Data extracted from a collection

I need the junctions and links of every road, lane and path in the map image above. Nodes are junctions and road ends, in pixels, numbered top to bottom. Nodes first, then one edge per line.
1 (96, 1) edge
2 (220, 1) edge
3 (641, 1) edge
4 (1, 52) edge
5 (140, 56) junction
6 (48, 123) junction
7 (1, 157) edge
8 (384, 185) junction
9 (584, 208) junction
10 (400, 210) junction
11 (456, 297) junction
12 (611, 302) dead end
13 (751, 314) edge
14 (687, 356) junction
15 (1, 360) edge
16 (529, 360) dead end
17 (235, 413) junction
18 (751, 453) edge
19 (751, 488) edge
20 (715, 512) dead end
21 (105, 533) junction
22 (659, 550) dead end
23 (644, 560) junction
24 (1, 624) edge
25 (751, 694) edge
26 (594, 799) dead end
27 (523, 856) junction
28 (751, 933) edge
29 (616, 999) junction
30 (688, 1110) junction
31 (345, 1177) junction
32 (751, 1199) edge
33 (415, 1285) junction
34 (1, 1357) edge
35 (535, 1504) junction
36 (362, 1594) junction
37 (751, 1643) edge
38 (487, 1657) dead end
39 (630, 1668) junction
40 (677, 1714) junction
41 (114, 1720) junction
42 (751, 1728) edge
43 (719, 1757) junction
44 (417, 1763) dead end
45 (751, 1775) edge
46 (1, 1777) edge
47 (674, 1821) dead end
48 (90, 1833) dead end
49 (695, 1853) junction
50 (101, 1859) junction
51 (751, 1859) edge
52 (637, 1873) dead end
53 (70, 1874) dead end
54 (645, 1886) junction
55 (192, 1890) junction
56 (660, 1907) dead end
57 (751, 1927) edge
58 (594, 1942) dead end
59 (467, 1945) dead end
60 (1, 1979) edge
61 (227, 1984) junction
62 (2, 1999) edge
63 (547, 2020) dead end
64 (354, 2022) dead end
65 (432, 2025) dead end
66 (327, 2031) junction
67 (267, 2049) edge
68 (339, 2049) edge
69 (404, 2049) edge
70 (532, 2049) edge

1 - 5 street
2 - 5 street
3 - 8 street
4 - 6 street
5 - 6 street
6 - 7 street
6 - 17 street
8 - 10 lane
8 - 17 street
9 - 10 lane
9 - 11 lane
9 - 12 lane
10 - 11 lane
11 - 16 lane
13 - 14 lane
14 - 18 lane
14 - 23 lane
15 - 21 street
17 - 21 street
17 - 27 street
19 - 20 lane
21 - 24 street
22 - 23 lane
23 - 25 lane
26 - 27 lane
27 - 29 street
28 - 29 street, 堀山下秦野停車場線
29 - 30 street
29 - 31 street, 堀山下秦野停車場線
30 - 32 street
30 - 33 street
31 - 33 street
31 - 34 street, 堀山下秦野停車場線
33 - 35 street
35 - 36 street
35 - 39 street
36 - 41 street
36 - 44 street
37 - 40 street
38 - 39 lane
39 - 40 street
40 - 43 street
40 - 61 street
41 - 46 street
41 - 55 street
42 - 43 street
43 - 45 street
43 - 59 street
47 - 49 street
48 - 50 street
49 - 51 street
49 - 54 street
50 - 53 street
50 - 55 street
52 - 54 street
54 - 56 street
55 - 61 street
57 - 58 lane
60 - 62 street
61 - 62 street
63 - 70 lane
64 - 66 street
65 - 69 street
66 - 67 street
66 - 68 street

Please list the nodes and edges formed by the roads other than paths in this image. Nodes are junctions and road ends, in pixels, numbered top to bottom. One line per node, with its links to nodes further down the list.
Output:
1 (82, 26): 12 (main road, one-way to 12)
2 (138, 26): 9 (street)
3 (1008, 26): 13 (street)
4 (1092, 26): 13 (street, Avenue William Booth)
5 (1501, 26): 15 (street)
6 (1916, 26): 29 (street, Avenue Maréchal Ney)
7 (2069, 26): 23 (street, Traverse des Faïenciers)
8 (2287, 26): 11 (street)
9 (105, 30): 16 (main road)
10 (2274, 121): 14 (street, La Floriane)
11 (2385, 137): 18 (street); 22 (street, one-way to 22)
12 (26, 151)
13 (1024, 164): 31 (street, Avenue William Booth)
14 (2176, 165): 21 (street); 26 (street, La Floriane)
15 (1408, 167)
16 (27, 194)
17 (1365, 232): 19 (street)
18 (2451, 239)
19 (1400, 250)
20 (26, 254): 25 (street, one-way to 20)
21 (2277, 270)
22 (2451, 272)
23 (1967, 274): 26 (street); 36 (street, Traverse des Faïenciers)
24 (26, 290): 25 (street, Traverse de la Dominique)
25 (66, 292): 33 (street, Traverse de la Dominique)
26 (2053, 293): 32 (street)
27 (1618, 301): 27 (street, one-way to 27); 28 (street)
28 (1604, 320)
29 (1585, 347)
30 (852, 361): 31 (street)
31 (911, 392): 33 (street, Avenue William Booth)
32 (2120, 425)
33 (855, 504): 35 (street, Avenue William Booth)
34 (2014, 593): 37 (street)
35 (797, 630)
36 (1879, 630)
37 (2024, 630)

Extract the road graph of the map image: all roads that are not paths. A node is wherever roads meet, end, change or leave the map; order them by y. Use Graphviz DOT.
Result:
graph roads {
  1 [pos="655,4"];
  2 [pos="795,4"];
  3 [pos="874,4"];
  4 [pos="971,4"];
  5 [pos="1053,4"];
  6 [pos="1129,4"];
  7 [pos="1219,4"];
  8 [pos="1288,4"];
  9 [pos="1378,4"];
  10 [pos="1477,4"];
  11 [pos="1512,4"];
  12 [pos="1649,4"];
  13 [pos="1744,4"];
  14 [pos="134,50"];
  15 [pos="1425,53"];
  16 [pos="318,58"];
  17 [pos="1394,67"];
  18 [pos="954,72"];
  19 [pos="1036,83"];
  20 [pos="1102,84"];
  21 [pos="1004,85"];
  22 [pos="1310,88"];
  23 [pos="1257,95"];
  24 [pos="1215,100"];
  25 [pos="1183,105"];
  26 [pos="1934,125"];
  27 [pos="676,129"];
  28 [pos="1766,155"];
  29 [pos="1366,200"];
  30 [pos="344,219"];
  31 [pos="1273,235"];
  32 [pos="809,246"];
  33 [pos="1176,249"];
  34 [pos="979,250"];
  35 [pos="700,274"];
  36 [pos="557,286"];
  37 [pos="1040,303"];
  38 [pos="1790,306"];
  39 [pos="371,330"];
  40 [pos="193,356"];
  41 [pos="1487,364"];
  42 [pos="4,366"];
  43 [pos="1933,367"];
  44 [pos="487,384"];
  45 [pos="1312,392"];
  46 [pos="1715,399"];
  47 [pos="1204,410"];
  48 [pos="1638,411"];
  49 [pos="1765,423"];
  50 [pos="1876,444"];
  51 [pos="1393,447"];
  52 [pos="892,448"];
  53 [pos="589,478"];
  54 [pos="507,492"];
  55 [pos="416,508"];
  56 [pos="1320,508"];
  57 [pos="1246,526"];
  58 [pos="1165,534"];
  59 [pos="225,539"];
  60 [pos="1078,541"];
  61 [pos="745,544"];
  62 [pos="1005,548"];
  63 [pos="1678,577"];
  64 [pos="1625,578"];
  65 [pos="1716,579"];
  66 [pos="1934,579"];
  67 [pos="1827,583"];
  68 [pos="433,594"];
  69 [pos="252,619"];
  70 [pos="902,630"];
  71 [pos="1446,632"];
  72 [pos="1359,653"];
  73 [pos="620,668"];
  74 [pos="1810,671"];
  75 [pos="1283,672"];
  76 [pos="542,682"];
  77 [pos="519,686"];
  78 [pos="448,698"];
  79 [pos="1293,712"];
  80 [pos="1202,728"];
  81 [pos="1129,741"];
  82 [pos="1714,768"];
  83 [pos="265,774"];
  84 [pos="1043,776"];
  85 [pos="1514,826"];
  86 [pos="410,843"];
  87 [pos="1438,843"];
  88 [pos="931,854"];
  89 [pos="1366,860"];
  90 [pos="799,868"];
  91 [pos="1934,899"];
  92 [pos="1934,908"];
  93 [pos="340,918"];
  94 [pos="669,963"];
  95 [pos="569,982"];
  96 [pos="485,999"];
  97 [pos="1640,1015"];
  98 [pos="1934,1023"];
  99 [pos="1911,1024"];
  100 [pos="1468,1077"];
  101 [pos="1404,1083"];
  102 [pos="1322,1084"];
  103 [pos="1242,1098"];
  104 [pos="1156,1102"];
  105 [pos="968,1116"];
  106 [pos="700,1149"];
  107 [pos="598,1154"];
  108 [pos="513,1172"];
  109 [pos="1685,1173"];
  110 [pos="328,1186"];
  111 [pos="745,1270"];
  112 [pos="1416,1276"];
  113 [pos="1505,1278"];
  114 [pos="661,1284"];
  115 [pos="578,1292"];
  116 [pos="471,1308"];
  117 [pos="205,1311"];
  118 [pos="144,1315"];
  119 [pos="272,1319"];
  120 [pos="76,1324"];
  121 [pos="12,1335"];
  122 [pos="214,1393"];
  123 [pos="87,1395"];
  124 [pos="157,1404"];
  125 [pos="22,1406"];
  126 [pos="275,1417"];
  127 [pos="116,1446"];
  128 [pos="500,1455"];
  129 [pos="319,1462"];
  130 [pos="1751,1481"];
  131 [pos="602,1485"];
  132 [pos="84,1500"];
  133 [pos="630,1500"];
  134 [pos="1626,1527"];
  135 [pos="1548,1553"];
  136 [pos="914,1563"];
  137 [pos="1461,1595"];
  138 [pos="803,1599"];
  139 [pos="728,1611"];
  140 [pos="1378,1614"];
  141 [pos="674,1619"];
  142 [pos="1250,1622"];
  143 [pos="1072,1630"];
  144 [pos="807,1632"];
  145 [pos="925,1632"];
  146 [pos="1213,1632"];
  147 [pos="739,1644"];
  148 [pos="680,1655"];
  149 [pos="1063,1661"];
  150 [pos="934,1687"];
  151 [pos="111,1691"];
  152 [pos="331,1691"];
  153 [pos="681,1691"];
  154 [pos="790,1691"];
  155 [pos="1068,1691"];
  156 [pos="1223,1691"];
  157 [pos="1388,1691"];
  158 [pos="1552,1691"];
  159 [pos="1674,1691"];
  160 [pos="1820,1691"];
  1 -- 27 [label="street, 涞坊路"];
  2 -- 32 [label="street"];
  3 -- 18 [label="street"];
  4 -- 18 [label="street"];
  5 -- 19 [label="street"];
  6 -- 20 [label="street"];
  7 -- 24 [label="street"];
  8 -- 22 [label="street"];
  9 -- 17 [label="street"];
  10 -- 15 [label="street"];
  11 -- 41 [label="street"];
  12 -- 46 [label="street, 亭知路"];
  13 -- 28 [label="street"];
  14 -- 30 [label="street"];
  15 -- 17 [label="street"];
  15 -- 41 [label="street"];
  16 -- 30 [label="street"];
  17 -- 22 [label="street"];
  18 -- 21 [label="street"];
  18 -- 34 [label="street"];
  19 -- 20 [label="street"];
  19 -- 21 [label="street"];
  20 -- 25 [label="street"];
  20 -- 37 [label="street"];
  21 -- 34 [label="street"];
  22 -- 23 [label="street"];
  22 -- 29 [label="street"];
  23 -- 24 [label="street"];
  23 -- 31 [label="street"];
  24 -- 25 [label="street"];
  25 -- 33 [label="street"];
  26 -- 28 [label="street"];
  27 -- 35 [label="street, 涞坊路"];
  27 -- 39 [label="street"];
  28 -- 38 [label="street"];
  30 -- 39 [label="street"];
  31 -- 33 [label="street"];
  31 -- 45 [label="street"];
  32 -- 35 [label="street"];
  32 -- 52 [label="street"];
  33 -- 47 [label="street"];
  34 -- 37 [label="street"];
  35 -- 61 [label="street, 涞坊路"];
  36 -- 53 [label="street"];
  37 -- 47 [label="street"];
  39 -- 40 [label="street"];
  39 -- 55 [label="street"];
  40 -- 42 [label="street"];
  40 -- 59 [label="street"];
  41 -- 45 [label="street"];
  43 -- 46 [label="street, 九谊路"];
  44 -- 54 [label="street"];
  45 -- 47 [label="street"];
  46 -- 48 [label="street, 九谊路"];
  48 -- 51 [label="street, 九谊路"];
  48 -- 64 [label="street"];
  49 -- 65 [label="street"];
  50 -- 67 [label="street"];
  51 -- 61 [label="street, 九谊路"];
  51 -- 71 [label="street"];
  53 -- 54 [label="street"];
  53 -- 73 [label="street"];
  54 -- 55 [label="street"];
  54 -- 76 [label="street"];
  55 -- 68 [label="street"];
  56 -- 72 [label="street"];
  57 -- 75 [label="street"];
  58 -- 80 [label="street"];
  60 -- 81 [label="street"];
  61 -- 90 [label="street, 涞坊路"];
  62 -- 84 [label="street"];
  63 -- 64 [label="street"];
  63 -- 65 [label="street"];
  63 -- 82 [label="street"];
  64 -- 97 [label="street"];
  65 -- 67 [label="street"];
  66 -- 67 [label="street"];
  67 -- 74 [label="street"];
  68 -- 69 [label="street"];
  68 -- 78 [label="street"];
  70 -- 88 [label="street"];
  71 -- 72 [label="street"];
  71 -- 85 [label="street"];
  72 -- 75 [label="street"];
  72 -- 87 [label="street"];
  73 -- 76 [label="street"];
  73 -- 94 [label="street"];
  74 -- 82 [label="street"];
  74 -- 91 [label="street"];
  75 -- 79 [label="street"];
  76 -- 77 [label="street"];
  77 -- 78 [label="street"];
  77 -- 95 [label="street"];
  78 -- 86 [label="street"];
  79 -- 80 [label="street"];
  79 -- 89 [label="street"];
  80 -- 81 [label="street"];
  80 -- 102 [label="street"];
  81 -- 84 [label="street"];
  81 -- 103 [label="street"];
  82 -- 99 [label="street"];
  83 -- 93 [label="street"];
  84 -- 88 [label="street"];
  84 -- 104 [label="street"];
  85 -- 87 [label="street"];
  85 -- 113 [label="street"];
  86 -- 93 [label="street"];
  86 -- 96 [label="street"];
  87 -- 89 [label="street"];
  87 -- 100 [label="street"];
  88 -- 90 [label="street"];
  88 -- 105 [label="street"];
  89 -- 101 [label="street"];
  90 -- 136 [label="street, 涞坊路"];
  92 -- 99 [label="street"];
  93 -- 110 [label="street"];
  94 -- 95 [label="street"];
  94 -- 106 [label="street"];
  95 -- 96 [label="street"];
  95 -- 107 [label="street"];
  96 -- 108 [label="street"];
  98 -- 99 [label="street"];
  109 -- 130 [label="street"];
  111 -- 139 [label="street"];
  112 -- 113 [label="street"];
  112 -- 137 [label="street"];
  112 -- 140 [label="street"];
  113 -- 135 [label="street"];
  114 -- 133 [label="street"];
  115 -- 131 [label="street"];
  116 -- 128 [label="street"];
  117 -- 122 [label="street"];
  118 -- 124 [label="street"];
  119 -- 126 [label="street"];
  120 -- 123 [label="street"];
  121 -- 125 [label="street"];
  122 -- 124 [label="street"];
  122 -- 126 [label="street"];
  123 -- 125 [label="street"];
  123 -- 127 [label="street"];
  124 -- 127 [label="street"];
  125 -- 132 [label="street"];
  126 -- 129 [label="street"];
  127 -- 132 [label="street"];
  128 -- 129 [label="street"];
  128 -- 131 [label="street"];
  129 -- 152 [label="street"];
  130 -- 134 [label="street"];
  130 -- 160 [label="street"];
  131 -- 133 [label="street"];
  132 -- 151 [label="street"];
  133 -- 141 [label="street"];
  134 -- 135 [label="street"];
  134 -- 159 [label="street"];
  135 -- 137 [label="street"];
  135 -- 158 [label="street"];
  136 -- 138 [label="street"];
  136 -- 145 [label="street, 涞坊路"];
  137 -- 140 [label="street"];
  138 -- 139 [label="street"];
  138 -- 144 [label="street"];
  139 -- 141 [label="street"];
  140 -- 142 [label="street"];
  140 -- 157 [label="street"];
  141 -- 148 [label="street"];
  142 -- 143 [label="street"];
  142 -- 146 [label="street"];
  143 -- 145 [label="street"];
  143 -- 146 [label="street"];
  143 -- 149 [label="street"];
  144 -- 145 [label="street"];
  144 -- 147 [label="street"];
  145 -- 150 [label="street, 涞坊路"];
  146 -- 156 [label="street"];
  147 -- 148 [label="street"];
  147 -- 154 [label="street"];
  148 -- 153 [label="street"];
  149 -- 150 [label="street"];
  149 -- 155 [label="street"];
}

• What is required: If a line in the records above includes the string "Faïenciers", copy it.

• Solution for this task:
7 (2069, 26): 23 (street, Traverse des Faïenciers)
23 (1967, 274): 26 (street); 36 (street, Traverse des Faïenciers)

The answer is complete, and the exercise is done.